British historian Robert Lacey, author of The Crown: The Official Companion, Volume 1, says there is a “strong kernel of truth” in almost every episode, but that often the chronology differs and there is a great deal of “invention” when it comes to the dialogue and motivations. So how historically accurate is this season? We asked Lacey five questions.
The season suggests that both Princess Margaret (Vanessa Kirby) and Antony Armstrong-Jones (Matthew Goode) entered into marriage for reasons other than love. How much do we know about their relationship?
Lacey: There’s a very strong element of truth in that it was a marriage of convenience for both of them. For example, it did suit Tony to try and win back the respect and love of his mother … but maybe not to the degree that it’s shown. We know that there was a sort of pact between Margaret and [her first love, Peter] Townsend that they wouldn’t marry. In the first flush of the pain of being separated, they swore to each other that neither would marry without the other’s agreement and consent. That’s true.
The fifth episode is about Lord Altrincham’s criticisms of Elizabeth, and the monarchy’s presentation. Did he really change it so much?
Absolutely. The dramatic licence there is the idea he and the queen secretly met. There’s no evidence for that at all. But he did secretly meet with Martin Charteris … It was all over the newspapers that anyone [would] dare criticise the queen. Now, we take it for granted. For all the great love and affection in which the queen and Prince Philip are held, the newspapers feel free to speculate as much as they like and criticise their style.
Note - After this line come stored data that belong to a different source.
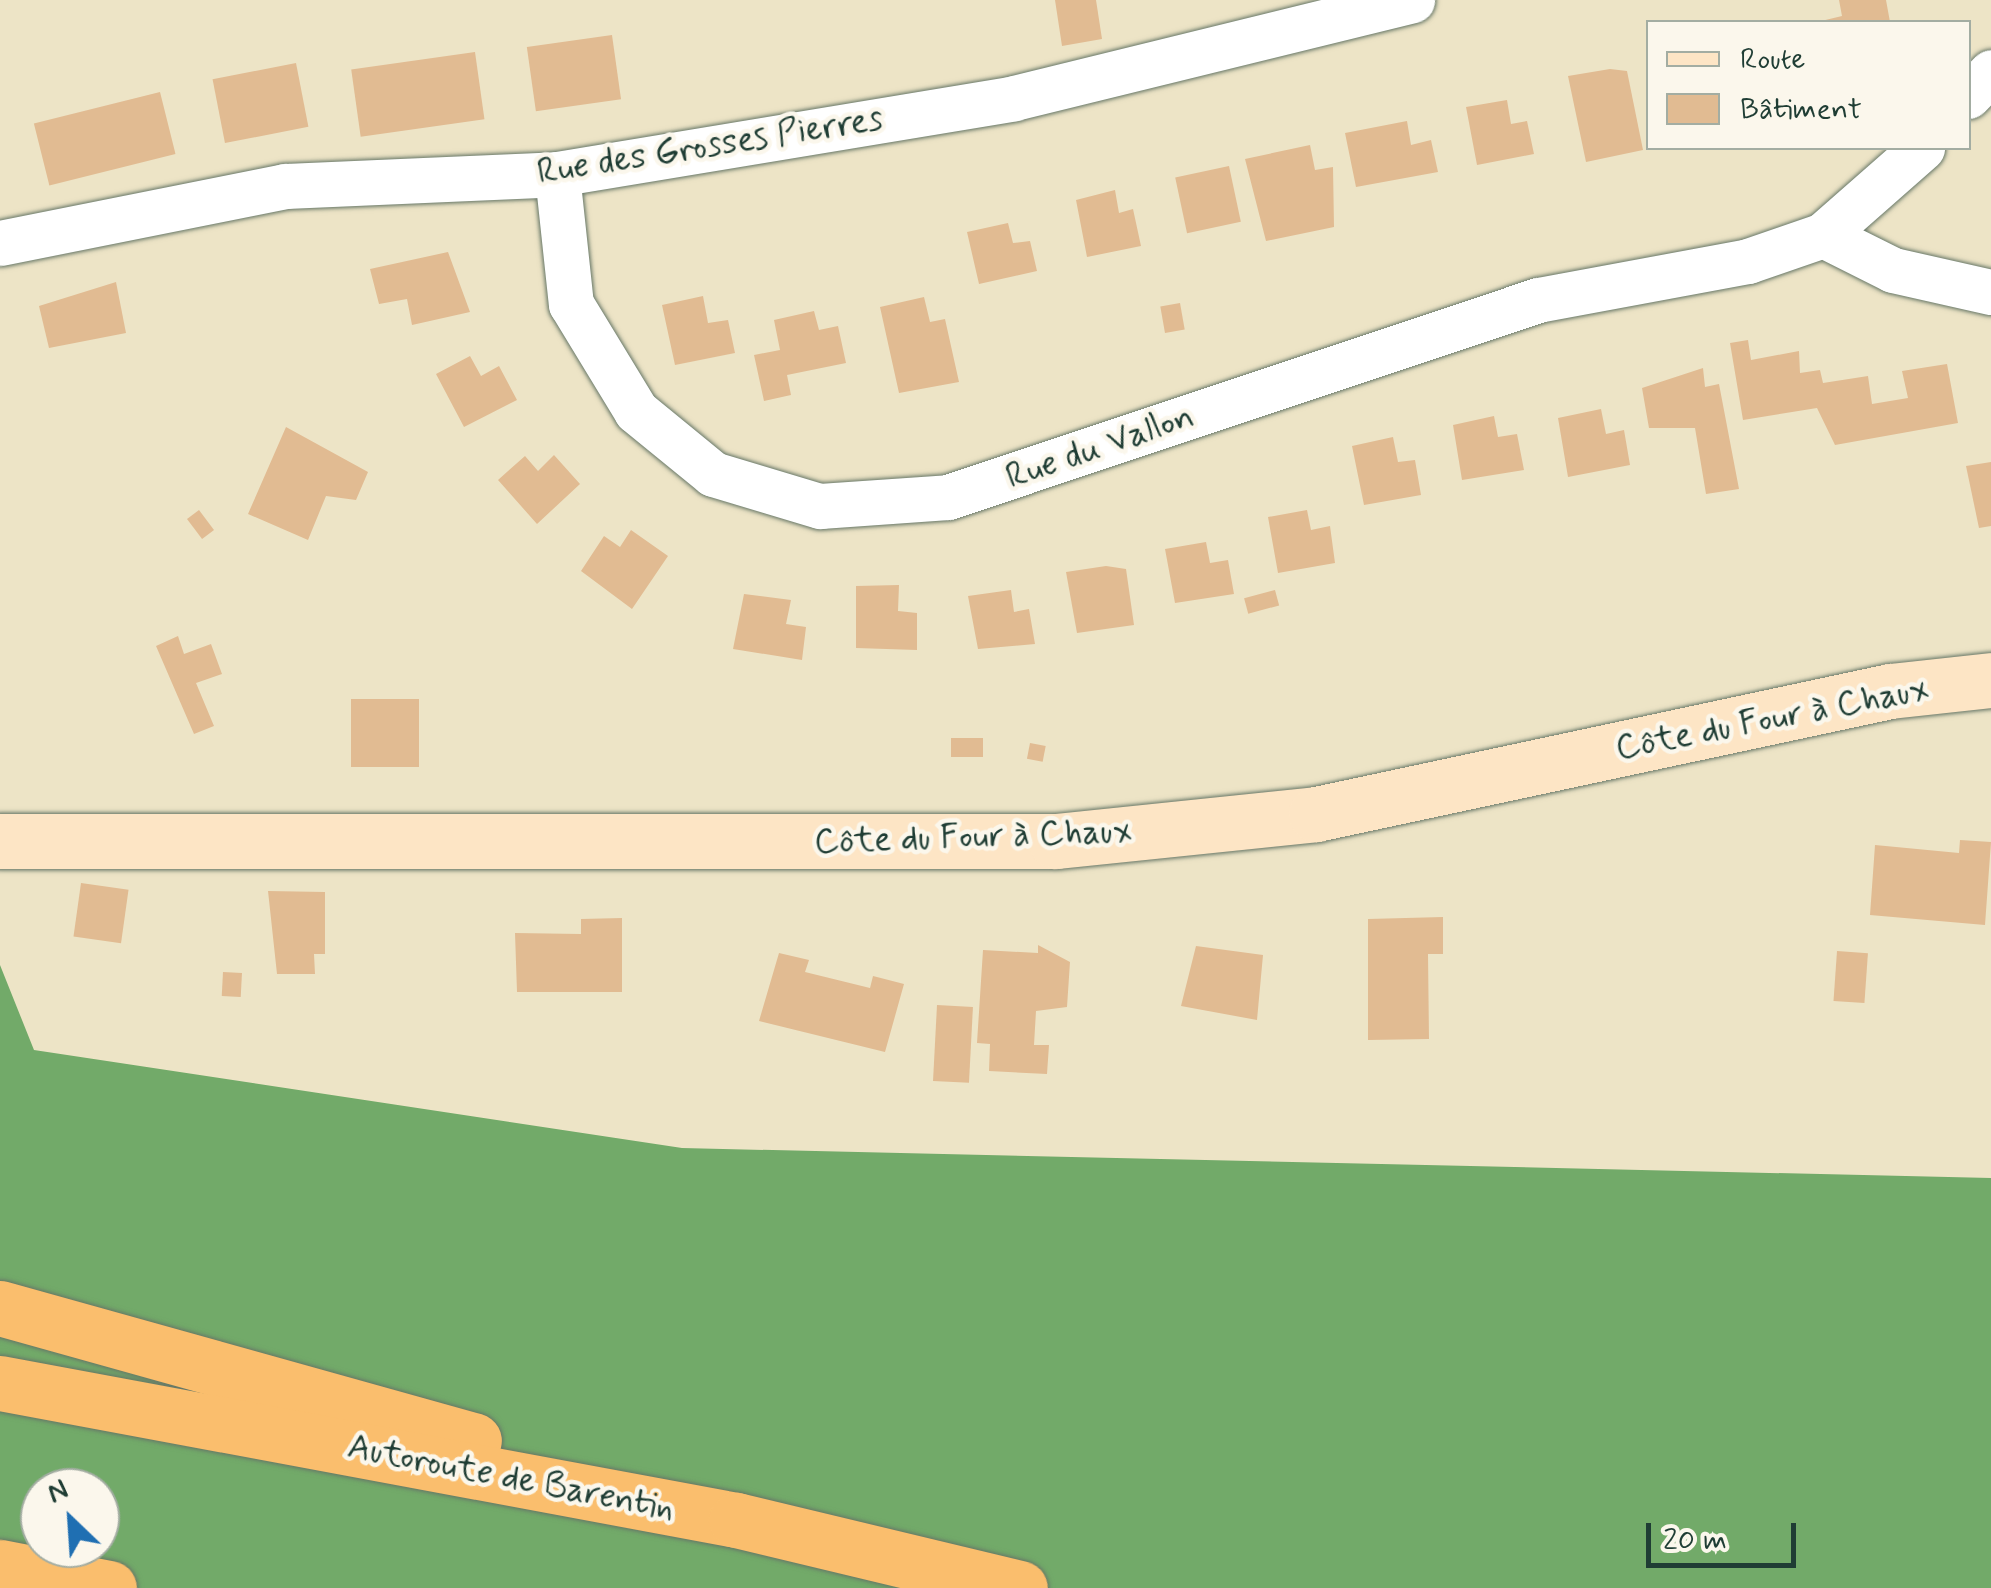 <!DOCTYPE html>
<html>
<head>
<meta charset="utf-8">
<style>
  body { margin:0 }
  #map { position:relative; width:1991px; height:1588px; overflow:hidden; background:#ede4c6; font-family:Mynerve,sans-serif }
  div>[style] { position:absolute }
  .forest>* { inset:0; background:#72aa69 }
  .building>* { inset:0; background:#e1bb92; transform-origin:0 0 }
  .roads { filter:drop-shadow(0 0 2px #677767) drop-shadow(0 0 2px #677767) }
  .street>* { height:45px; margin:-22.5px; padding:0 22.5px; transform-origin:22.5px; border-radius:22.5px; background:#fff }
  .secondary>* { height:55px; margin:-27.5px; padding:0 27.5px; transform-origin:27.5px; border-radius:27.5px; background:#fde5c5 }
  .highway>* { height:55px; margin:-27.5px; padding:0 27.5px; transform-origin:27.5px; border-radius:27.5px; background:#fabe6d }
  span { translate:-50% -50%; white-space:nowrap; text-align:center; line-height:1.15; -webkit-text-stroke:9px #fbf7ec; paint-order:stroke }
  .street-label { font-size:35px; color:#1f3d34 }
  .legend { position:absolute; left:1646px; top:20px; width:325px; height:130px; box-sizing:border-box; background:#fbf7ec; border:2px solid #a3ada2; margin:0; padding:12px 18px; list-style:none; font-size:30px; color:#1f3d34 }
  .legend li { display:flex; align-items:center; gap:20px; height:50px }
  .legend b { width:50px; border:2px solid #a3ada2 }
  .north { position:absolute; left:20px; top:1468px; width:100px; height:100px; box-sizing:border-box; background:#fbf7ec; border:2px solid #a3ada2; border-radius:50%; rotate:335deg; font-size:28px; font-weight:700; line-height:40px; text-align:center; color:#1f3d34 }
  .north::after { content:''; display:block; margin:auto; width:35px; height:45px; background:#1f6fb2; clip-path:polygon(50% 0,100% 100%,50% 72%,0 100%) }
  .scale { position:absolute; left:1646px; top:1523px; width:150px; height:45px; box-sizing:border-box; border:5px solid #1f3d34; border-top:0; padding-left:12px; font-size:30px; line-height:35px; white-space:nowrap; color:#1f3d34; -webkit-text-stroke:8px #fbf7ec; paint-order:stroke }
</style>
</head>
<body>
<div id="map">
  <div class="forest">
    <div style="clip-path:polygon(evenodd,0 965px,34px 1050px,682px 1148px,1991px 1178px,1991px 1588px,0 1588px,0 965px,40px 1488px,100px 1488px,100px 1548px,40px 1548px,40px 1488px)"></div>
  </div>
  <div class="building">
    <div style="clip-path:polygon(1055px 0,1096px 0,1102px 39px,1062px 46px)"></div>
    <div style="clip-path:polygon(1839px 0,1886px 0,1890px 22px,1817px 22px,1842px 16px)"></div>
    <div style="left:612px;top:35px;width:65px;height:86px;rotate:82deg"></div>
    <div style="left:475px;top:52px;width:68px;height:125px;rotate:82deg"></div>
    <div style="left:296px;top:63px;width:65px;height:85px;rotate:79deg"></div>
    <div style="clip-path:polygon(1610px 69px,1627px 71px,1643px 150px,1586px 162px,1568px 76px)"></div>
    <div style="left:160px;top:92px;width:64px;height:130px;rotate:76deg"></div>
    <div style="clip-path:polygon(1507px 100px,1511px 124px,1527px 121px,1534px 154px,1477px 165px,1466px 107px)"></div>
    <div style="clip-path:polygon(1407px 121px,1411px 145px,1431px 140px,1438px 172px,1356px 187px,1345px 133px)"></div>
    <div style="clip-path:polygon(1310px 145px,1315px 170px,1333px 167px,1334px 227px,1266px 241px,1245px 159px)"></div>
    <div style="left:1229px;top:166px;width:57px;height:55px;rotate:78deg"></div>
    <div style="clip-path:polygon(1115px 190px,1119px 213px,1133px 209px,1141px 246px,1087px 257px,1076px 200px)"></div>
    <div style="clip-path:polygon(1008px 223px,1013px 243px,1030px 241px,1037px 271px,979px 284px,967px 232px)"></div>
    <div style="clip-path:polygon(448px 252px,470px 312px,412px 325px,407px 299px,379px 304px,370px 269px)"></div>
    <div style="clip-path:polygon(116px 282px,126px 333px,49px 348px,39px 306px)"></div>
    <div style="clip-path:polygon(703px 296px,708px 323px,728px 320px,735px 353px,675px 365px,662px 305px)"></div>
    <div style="clip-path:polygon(924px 297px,930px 322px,945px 319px,959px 382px,899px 393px,880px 307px)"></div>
    <div style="left:1180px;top:303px;width:27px;height:20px;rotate:80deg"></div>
    <div style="clip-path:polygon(814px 311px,819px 330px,838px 326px,846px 363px,787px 375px,791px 395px,764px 401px,754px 355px,780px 350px,774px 320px)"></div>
    <div style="clip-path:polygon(1748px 340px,1751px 360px,1799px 351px,1800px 373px,1820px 370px,1823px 383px,1868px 376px,1872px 404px,1908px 398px,1902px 371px,1947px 364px,1958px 423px,1835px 445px,1817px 408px,1743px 420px,1730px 343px)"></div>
    <div style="clip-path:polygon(470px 356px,481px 376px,499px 366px,517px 400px,464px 427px,436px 374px)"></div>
    <div style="clip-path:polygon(1703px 368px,1705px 387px,1719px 384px,1739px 489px,1706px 494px,1695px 428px,1649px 428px,1642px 388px)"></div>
    <div style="clip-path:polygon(1601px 409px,1606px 434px,1624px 430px,1630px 465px,1568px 477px,1558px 418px)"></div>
    <div style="clip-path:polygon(1494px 416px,1498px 437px,1517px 434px,1524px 470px,1462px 480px,1453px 425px)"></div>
    <div style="clip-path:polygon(286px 427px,368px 472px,356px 500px,326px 496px,308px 540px,248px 514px)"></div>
    <div style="clip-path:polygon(1393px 437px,1398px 462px,1415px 460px,1421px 495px,1364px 505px,1352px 446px)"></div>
    <div style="clip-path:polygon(554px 455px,580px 484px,537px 524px,498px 480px,525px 456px,538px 471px)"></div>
    <div style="clip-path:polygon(1991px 462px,1991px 526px,1979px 528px,1966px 466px)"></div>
    <div style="left:199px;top:510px;width:25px;height:15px;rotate:53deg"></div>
    <div style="clip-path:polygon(1307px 510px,1311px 530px,1330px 526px,1335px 563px,1278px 573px,1268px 517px)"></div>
    <div style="clip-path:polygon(631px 530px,668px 556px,632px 609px,581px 571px,604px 536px,620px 547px)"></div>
    <div style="clip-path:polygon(1206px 542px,1210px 563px,1228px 560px,1234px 594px,1175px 603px,1165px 549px)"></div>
    <div style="clip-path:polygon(1106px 566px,1126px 569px,1134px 625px,1077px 633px,1066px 572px)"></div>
    <div style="clip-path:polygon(899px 585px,898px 611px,917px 613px,917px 650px,856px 648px,856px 586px)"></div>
    <div style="clip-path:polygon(1011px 590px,1014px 612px,1029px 609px,1035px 644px,978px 649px,968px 596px)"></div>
    <div style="left:1275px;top:590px;width:16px;height:32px;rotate:75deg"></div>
    <div style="clip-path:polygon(744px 594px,791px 600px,786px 624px,806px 627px,802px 660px,733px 649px)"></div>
    <div style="clip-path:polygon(178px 636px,184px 654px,211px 644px,222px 674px,196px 683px,214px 726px,194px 734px,156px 646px)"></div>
    <div style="left:351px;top:699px;width:68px;height:68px"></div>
    <div style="left:983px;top:738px;width:19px;height:32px;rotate:90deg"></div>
    <div style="left:1030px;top:743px;width:16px;height:16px;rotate:11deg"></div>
    <div style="clip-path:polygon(1960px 840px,1991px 842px,1985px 925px,1870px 915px,1875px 845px,1959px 853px)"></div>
    <div style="left:81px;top:883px;width:48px;height:54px;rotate:8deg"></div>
    <div style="clip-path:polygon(268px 891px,325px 892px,325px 954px,314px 954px,315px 974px,277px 974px)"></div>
    <div style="clip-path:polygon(1443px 917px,1443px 954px,1428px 954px,1429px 1039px,1368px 1040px,1368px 919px)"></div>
    <div style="clip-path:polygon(622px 918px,622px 992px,517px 992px,515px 933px,581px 934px,581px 919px)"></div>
    <div style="clip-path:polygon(1038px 945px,1070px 962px,1067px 1007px,1036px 1011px,1034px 1045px,1049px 1045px,1047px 1074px,989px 1071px,990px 1044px,977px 1043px,983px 950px,1038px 953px)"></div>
    <div style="clip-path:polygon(1196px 946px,1263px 955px,1257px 1020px,1181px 1006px)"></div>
    <div style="left:1837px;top:951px;width:31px;height:50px;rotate:4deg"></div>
    <div style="clip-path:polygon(779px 953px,809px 960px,805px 972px,870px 988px,873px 976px,904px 984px,885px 1052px,759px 1021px)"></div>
    <div style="left:223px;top:972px;width:19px;height:24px;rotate:3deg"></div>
    <div style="left:937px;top:1005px;width:36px;height:76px;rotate:3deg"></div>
  </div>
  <div class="roads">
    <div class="street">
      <div style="left:1968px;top:96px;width:33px;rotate:-46deg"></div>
      <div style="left:557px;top:174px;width:131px;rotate:83.9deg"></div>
      <div style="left:571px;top:304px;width:125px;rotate:58.7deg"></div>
      <div style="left:636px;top:411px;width:99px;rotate:39.3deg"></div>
      <div style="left:713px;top:474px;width:112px;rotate:16.7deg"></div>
      <div style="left:820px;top:506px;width:128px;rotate:-4deg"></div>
      <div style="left:948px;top:497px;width:622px;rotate:-18.46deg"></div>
      <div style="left:1538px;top:300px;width:214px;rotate:-10.5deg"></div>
      <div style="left:1748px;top:261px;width:79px;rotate:-19.1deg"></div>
      <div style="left:1823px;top:235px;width:132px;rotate:-41.3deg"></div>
      <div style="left:1823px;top:235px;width:78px;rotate:26.6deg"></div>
      <div style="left:1893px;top:270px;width:100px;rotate:12.7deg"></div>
      <div style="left:0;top:243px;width:291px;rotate:-11.3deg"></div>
      <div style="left:285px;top:186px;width:272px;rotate:-2.5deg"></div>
      <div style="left:557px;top:174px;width:463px;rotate:-9.4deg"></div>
      <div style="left:1014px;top:98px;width:410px;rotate:-13.8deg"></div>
    </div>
    <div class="secondary">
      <div style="left:0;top:841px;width:1056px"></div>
      <div style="left:1056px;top:841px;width:261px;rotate:-5.9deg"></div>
      <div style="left:1316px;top:814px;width:587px;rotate:-12.09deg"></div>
      <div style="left:1890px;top:691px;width:102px;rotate:-6.2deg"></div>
    </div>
    <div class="highway">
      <div style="left:0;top:1308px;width:492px;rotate:15.6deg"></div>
      <div style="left:0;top:1383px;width:749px;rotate:10.54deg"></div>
      <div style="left:736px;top:1520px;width:292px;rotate:13.5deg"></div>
      <div style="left:0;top:1567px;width:111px;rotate:10.9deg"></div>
    </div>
  </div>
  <div class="street-label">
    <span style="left:710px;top:146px;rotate:-9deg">Rue des Grosses Pierres</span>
    <span style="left:1100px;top:447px;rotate:-19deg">Rue du Vallon</span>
    <span style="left:1772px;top:719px;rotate:-11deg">Côte du Four à Chaux</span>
    <span style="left:973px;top:837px;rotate:-2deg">Côte du Four à Chaux</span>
    <span style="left:511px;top:1478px;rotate:11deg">Autoroute de Barentin</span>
  </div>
  <ul class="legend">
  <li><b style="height:12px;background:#fde5c5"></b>Route</li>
  <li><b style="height:28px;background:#e1bb92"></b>Bâtiment</li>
  </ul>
  <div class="north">N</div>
  <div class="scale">20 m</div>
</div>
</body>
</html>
Did Jackie Kennedy really influence Elizabeth so profoundly?
In [the episode], the climax from the British point of view is when the queen decides to go to Ghana in West Africa and prove that she can be a better first lady than Jackie. Well, she did go to Ghana shortly after Jackie came to stay in England and she did put on a tour de force … There was no talk at the time that it was [because] Elizabeth wanted to do a better Jackie than Jackie could.
The ninth episode flashes back to Prince Philip’s childhood. It seems to have caused a bit of a stir in the UK?
The big issue that caused a lot of fuss [is], at the climax of the episode Philip punches a boy. He’s confined to barracks, he’s not allowed to travel that weekend, and as a result of that his sister, rather than travelling with him in Germany, she decides to go to the family wedding, and she’s killed along with her children. You see the scene in which Philip’s father tells him, “you’re responsible for killing my favourite daughter.” That never happened.
Did people really speculate, as mentioned in the show, that Philip was involved in the Profumo scandal?
The key man in the scandal was Stephen Ward … and when Ward committed suicide it was discovered in his possessions there was a sketch that Ward had done of Philip. And in 1961, Ward was commissioned by the Illustrated London News to do a series of royal portraits and he actually went around Buckingham Palace and sketched eight royal family members, including Philip. But that was sort of quite upfront … There is that basis of truth in it.